_What is being asked_
Search the records for "main". Copy every line where it appears.

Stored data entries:

[Start of Attachment]

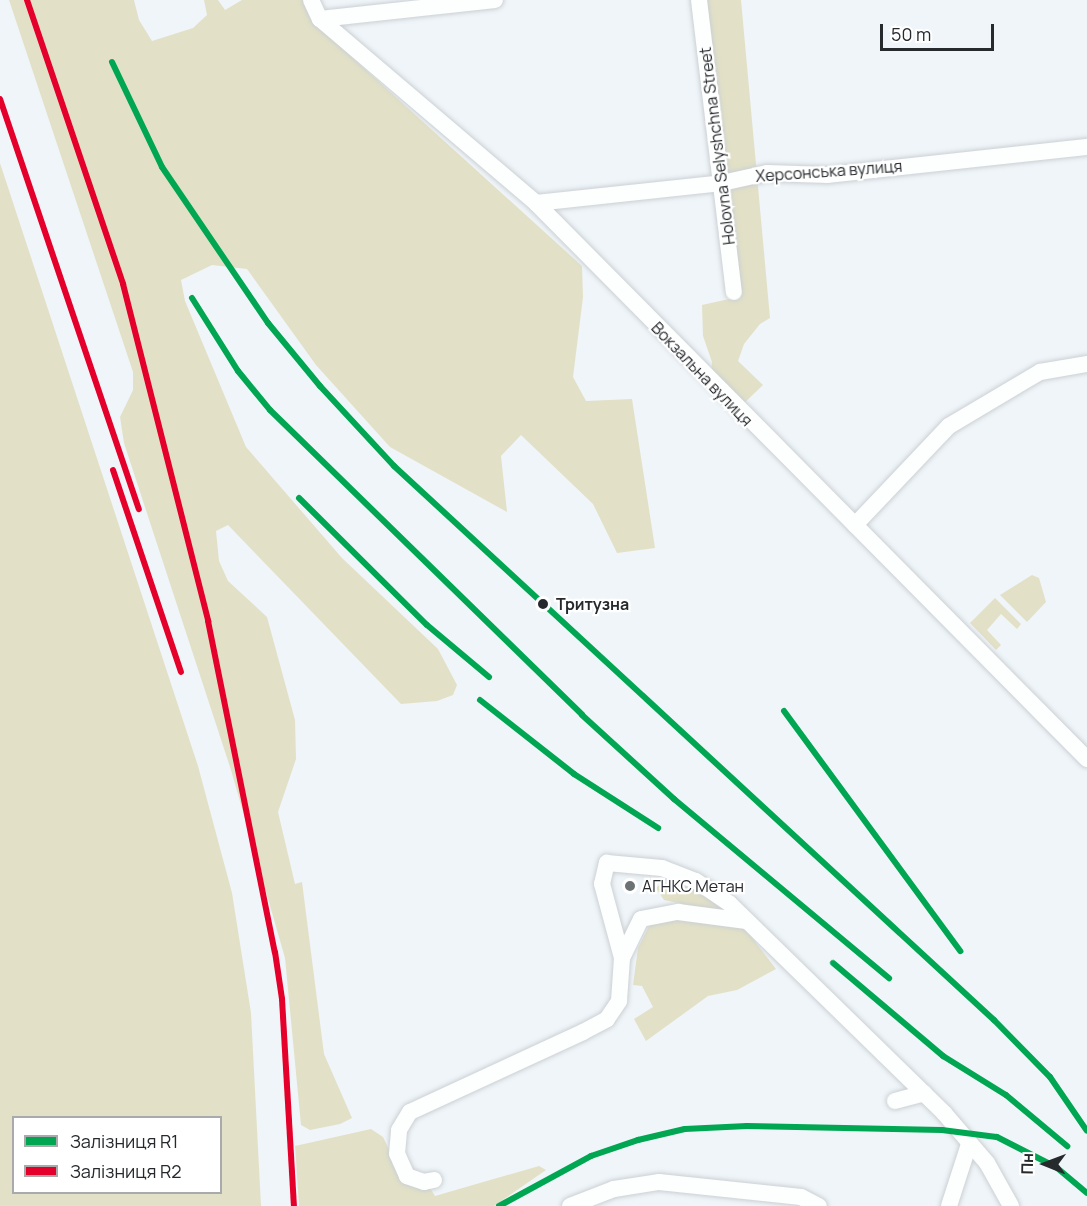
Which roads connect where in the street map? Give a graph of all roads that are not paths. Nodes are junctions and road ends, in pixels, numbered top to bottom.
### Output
1 (311, 0) edge
2 (495, 0) edge
3 (699, 0) edge
4 (320, 19) junction
5 (1087, 147) edge
6 (722, 183) junction
7 (536, 204) junction
8 (734, 292) dead end
9 (1087, 364) edge
10 (855, 525) junction
11 (1087, 759) edge
12 (746, 921) junction
13 (622, 958) junction
14 (619, 1001) junction
15 (622, 1018) dead end
16 (924, 1093) junction
17 (895, 1101) dead end
18 (969, 1144) junction
19 (434, 1180) dead end
20 (570, 1206) edge
21 (819, 1206) edge
22 (949, 1206) edge
23 (1011, 1206) edge

1 - 4 street, Вокзальна вулиця
2 - 4 street
3 - 6 street, Holovna Selyshchna Street
4 - 7 street, Вокзальна вулиця
5 - 6 street, Херсонська вулиця
6 - 7 street, Херсонська вулиця
6 - 8 street, Holovna Selyshchna Street
7 - 10 street, Вокзальна вулиця
9 - 10 street
10 - 11 street, Вокзальна вулиця
12 - 13 street
12 - 13 street
12 - 16 street
13 - 14 street
14 - 15 street
14 - 19 street
16 - 17 street
16 - 18 street
18 - 22 street
18 - 23 street
20 - 21 street

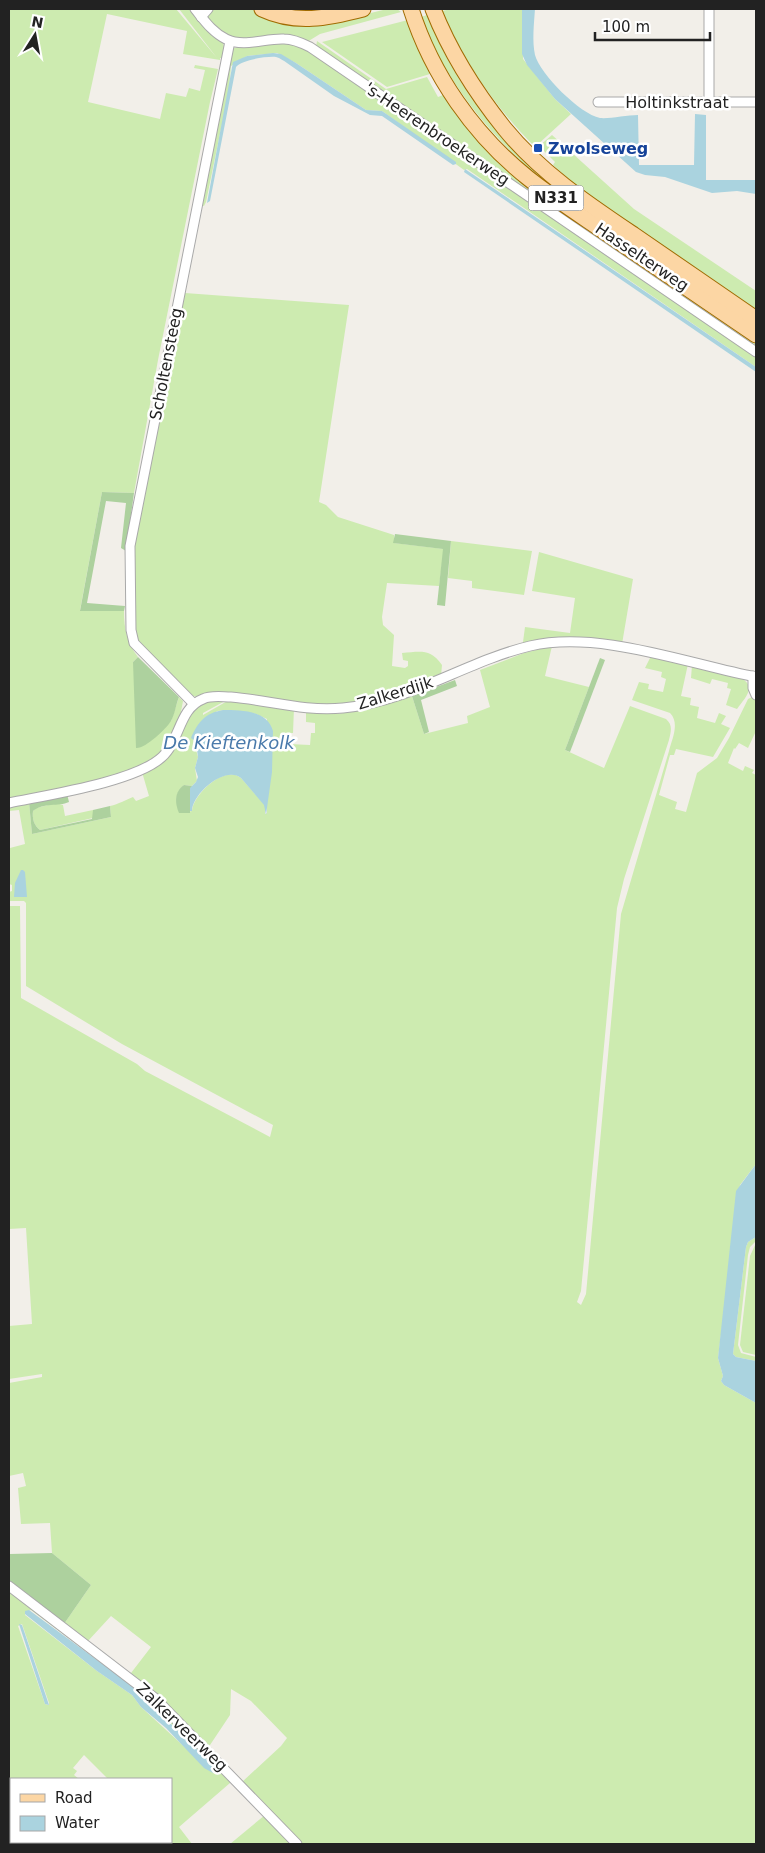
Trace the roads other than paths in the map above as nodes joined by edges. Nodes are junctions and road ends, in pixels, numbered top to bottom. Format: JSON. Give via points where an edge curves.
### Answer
{"nodes":[{"id":1,"x":195,"y":9,"type":"edge"},
{"id":2,"x":208,"y":9,"type":"edge"},
{"id":3,"x":262,"y":9,"type":"edge"},
{"id":4,"x":363,"y":9,"type":"edge"},
{"id":5,"x":411,"y":9,"type":"edge"},
{"id":6,"x":433,"y":9,"type":"edge"},
{"id":7,"x":710,"y":9,"type":"edge"},
{"id":8,"x":201,"y":17,"type":"junction"},
{"id":9,"x":230,"y":41,"type":"junction"},
{"id":10,"x":598,"y":102,"type":"dead end"},
{"id":11,"x":709,"y":102,"type":"junction"},
{"id":12,"x":756,"y":102,"type":"edge"},
{"id":13,"x":756,"y":319,"type":"edge"},
{"id":14,"x":756,"y":335,"type":"edge"},
{"id":15,"x":756,"y":352,"type":"edge"},
{"id":16,"x":755,"y":677,"type":"edge"},
{"id":17,"x":756,"y":696,"type":"edge"},
{"id":18,"x":194,"y":704,"type":"junction"},
{"id":19,"x":9,"y":803,"type":"edge"},
{"id":20,"x":9,"y":1586,"type":"edge"},
{"id":21,"x":297,"y":1844,"type":"edge"}],
"edges":[{"from":1,"to":8,"type":"street"},
{"from":2,"to":8,"type":"street"},
{"from":3,"to":4,"type":"main road","via":[[303,19]]},
{"from":5,"to":14,"type":"main road","name":"Hasselterweg","number":"N331","via":[[430,56],[450,91],[486,139],[507,160],[552,196]]},
{"from":6,"to":13,"type":"main road","name":"Hasselterweg","number":"N331","via":[[466,73],[505,129],[531,156],[594,208]]},
{"from":7,"to":11,"type":"street"},
{"from":8,"to":9,"type":"street","via":[[215,32]]},
{"from":9,"to":15,"type":"street","name":"'s-Heerenbroekerweg","via":[[254,43],[283,39],[310,47]]},
{"from":9,"to":18,"type":"street","name":"Scholtensteeg","via":[[130,546],[134,643]]},
{"from":10,"to":11,"type":"street","name":"Holtinkstraat"},
{"from":11,"to":12,"type":"street","name":"Holtinkstraat"},
{"from":16,"to":17,"type":"street","name":"Zalkerdijk","via":[[753,688]]},
{"from":16,"to":18,"type":"street","name":"Zalkerdijk","via":[[625,648],[588,642],[559,642],[519,649],[404,692],[356,706],[326,709],[219,697],[203,698]]},
{"from":18,"to":19,"type":"street","via":[[168,752],[152,765],[111,780]]},
{"from":20,"to":21,"type":"street","name":"Zalkerveerweg","via":[[155,1698]]}]}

[End of Attachment]

_The answer_
{"from":3,"to":4,"type":"main road","via":[[303,19]]},
{"from":5,"to":14,"type":"main road","name":"Hasselterweg","number":"N331","via":[[430,56],[450,91],[486,139],[507,160],[552,196]]},
{"from":6,"to":13,"type":"main road","name":"Hasselterweg","number":"N331","via":[[466,73],[505,129],[531,156],[594,208]]},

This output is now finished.